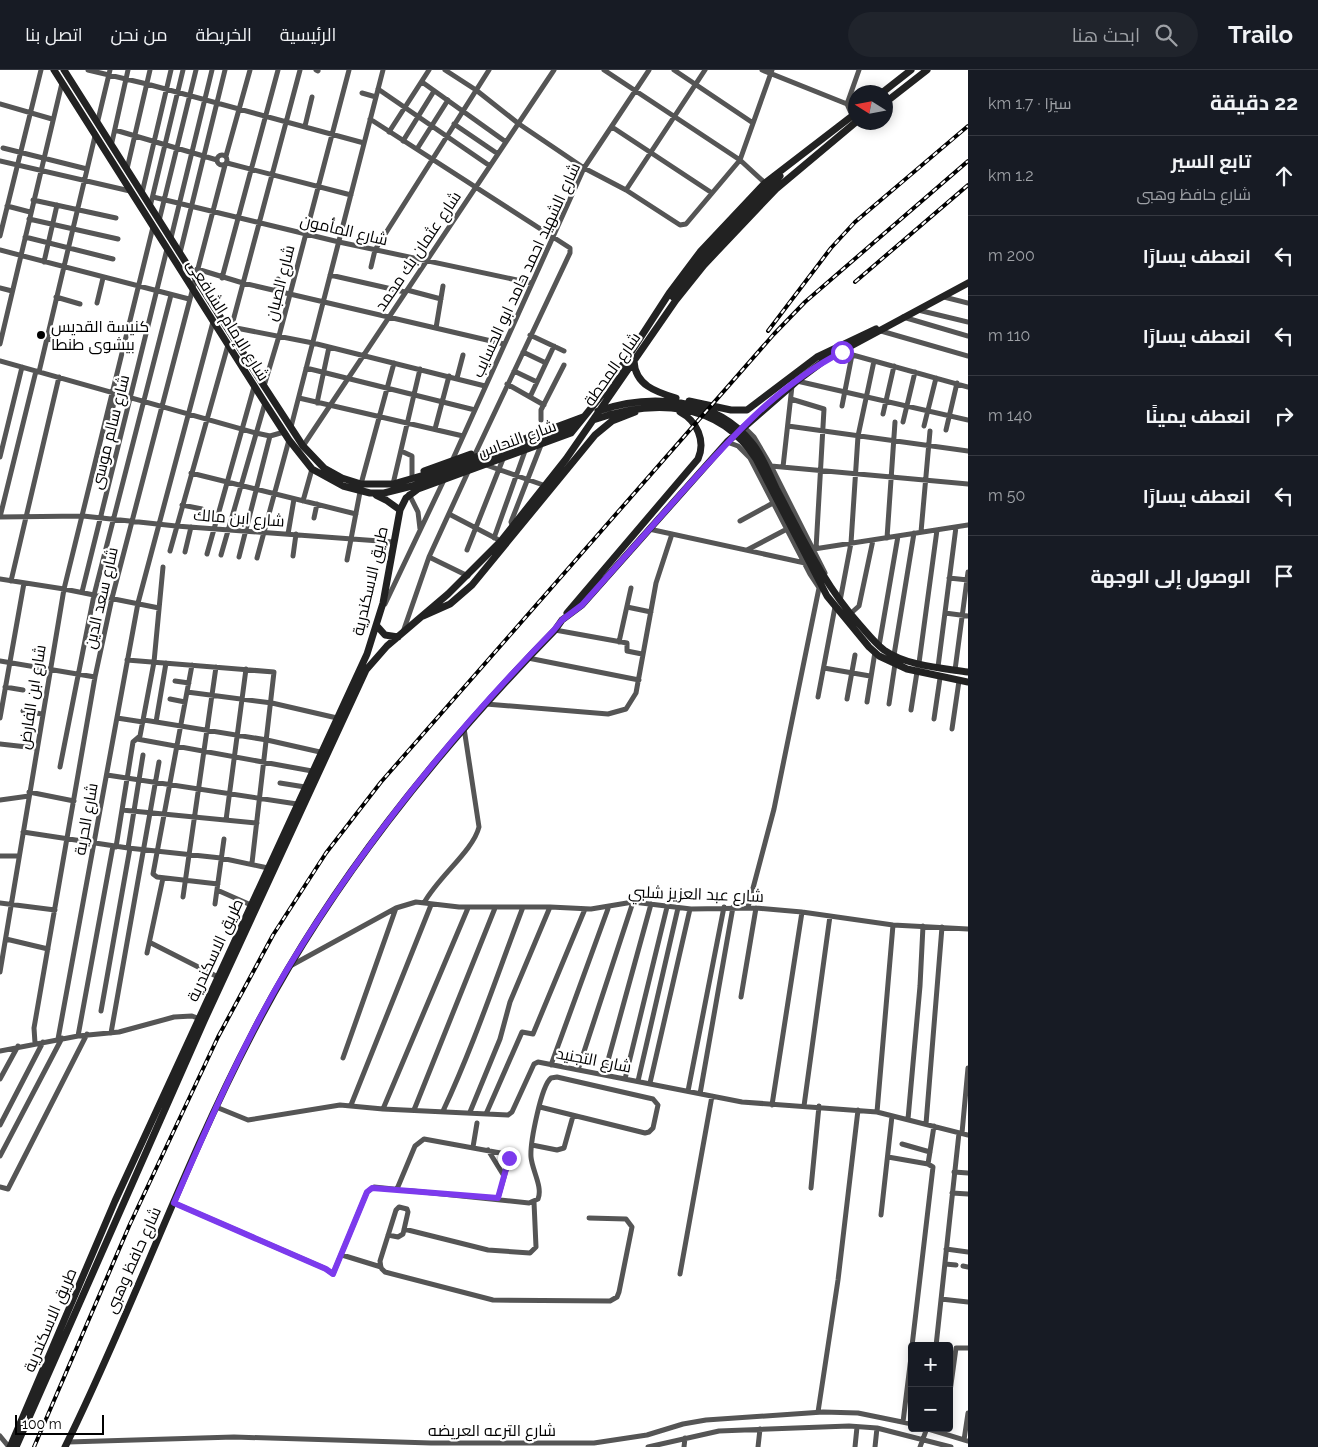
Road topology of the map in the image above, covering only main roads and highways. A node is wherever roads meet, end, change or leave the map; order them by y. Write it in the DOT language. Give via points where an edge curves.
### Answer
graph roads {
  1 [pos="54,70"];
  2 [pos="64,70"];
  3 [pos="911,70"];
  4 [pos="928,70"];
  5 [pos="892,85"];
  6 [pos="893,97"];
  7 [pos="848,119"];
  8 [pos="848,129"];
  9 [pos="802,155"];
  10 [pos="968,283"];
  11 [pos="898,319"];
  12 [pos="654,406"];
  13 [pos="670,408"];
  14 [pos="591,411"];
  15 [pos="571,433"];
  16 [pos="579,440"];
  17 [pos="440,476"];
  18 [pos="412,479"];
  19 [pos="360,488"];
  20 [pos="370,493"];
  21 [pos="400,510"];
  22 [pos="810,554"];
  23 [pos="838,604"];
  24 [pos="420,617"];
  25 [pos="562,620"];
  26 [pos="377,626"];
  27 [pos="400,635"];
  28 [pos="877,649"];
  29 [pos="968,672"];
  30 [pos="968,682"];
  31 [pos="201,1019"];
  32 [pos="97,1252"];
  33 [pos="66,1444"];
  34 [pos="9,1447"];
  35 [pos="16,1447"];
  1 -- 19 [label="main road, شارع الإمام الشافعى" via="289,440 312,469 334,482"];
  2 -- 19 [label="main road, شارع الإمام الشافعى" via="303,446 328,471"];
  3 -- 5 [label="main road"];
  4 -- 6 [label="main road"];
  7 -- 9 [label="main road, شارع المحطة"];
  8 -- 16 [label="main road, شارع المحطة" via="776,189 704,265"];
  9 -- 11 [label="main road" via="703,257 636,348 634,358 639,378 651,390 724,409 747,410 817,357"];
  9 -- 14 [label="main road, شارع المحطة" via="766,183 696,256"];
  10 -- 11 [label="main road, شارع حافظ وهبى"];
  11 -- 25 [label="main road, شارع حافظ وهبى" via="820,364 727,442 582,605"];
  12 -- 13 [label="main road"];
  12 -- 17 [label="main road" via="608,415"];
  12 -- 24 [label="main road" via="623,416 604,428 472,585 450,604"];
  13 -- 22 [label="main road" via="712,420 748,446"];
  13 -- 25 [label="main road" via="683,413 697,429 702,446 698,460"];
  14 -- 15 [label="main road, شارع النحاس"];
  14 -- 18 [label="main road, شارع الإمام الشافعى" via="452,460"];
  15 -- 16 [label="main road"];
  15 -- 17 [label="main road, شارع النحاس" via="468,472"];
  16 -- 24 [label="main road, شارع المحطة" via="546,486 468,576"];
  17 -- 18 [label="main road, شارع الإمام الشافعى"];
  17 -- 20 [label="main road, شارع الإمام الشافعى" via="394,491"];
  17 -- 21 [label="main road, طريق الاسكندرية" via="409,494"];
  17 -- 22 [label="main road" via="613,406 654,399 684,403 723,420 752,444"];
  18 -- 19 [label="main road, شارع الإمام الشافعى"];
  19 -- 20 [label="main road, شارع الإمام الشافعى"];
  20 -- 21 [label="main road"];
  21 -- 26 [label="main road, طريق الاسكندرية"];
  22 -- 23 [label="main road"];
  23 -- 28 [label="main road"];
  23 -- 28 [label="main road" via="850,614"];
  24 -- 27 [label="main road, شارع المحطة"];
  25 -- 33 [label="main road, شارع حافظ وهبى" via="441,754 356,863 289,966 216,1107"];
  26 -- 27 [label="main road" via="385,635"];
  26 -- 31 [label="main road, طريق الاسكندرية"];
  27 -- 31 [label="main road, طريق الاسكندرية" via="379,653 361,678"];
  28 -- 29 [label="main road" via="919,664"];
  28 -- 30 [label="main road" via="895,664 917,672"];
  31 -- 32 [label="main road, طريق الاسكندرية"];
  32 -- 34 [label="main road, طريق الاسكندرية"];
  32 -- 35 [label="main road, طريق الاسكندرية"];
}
◇ ◇ ◇
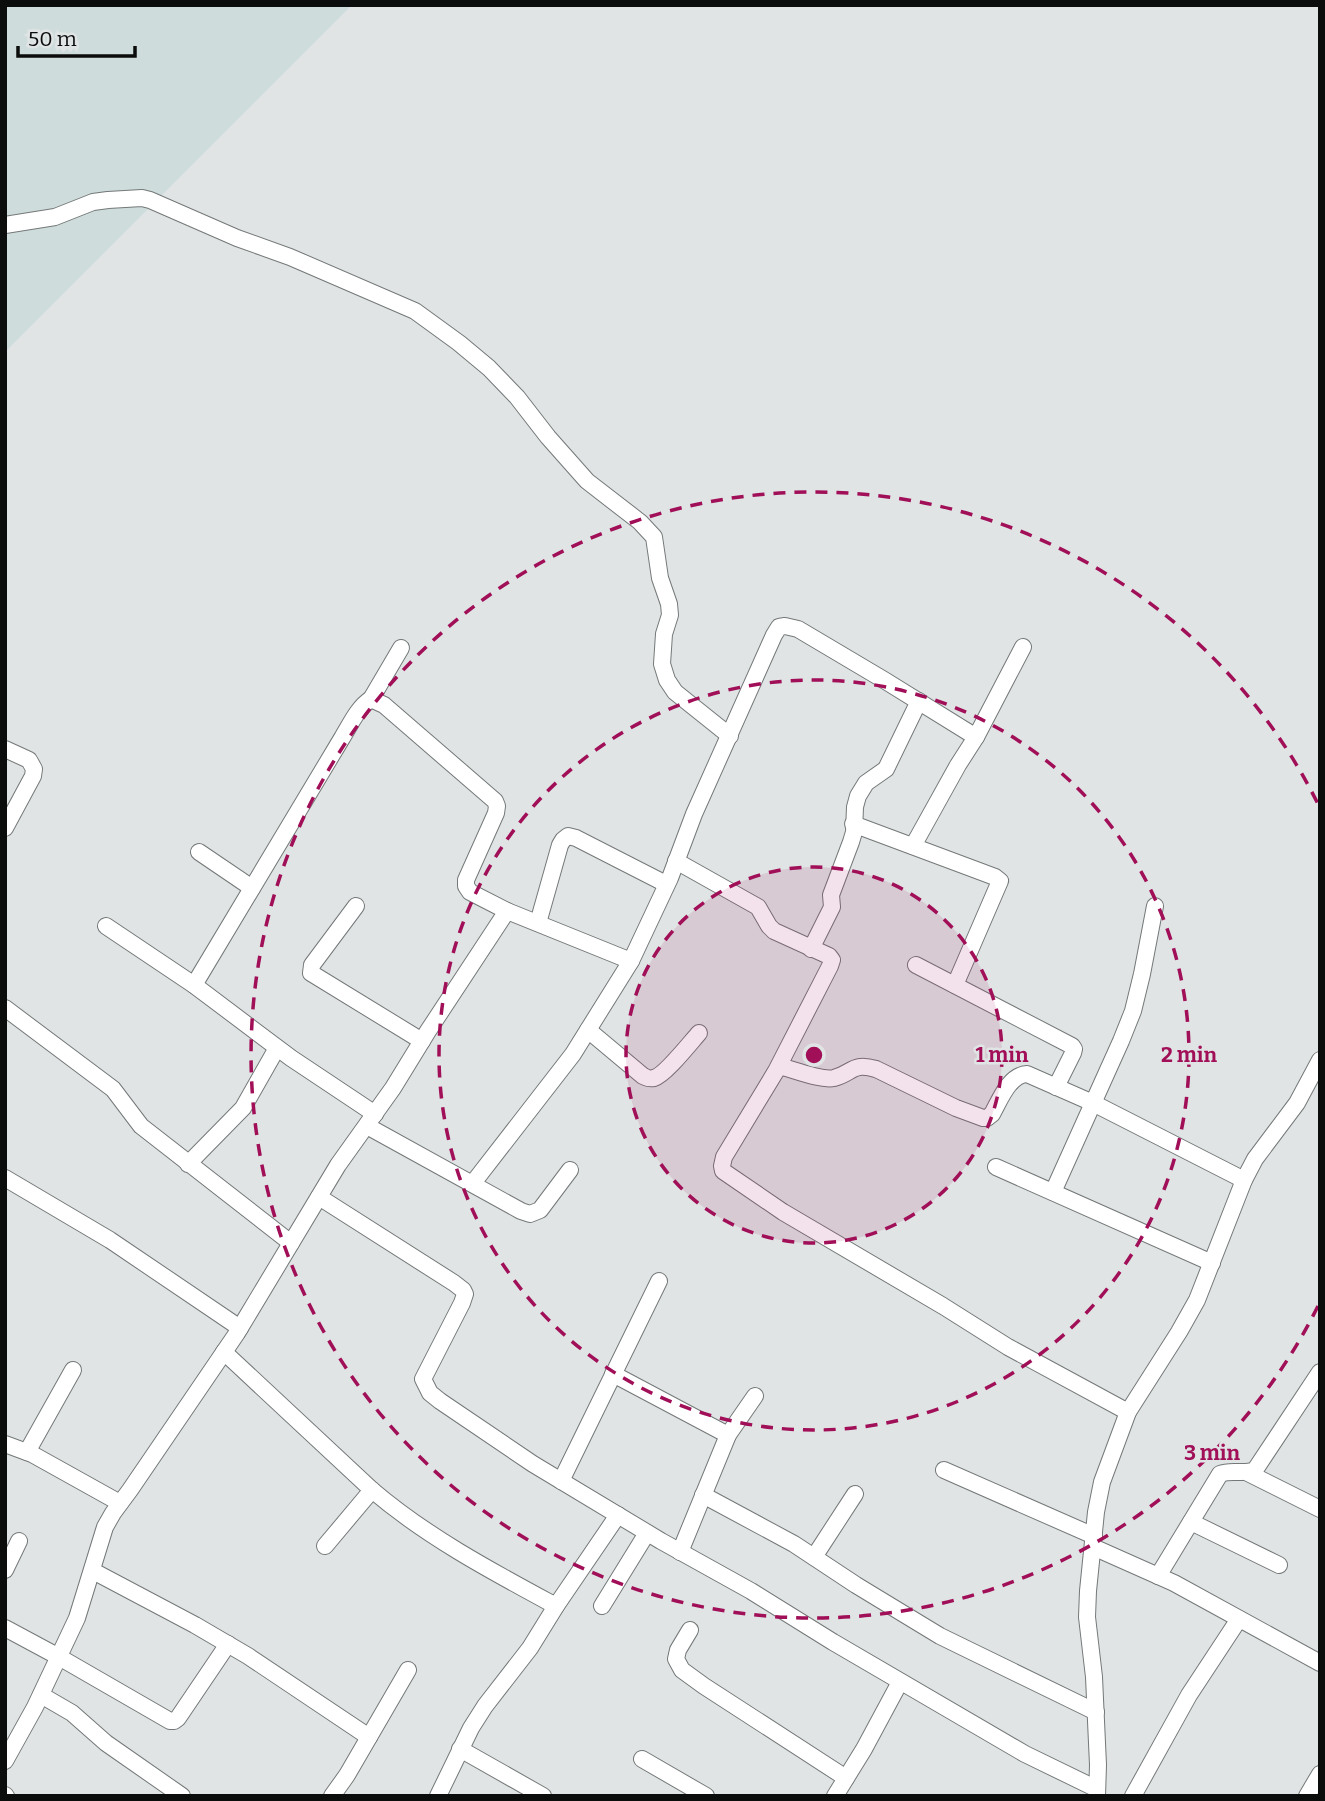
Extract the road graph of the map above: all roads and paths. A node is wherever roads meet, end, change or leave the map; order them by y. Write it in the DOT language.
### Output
◇ ◇ ◇
** What the task requires **
Look over the listing. Pull out every line with the string "change" in it.

** Reply to the task **
Road topology of the map in the image above, covering only main roads and highways. A node is wherever roads meet, end, change or leave the map; order them by y. Write it in the DOT language. Give via points where an edge curves.
Extract the road graph of the map above: all roads and paths. A node is wherever roads meet, end, change or leave the map; order them by y. Write it in the DOT language.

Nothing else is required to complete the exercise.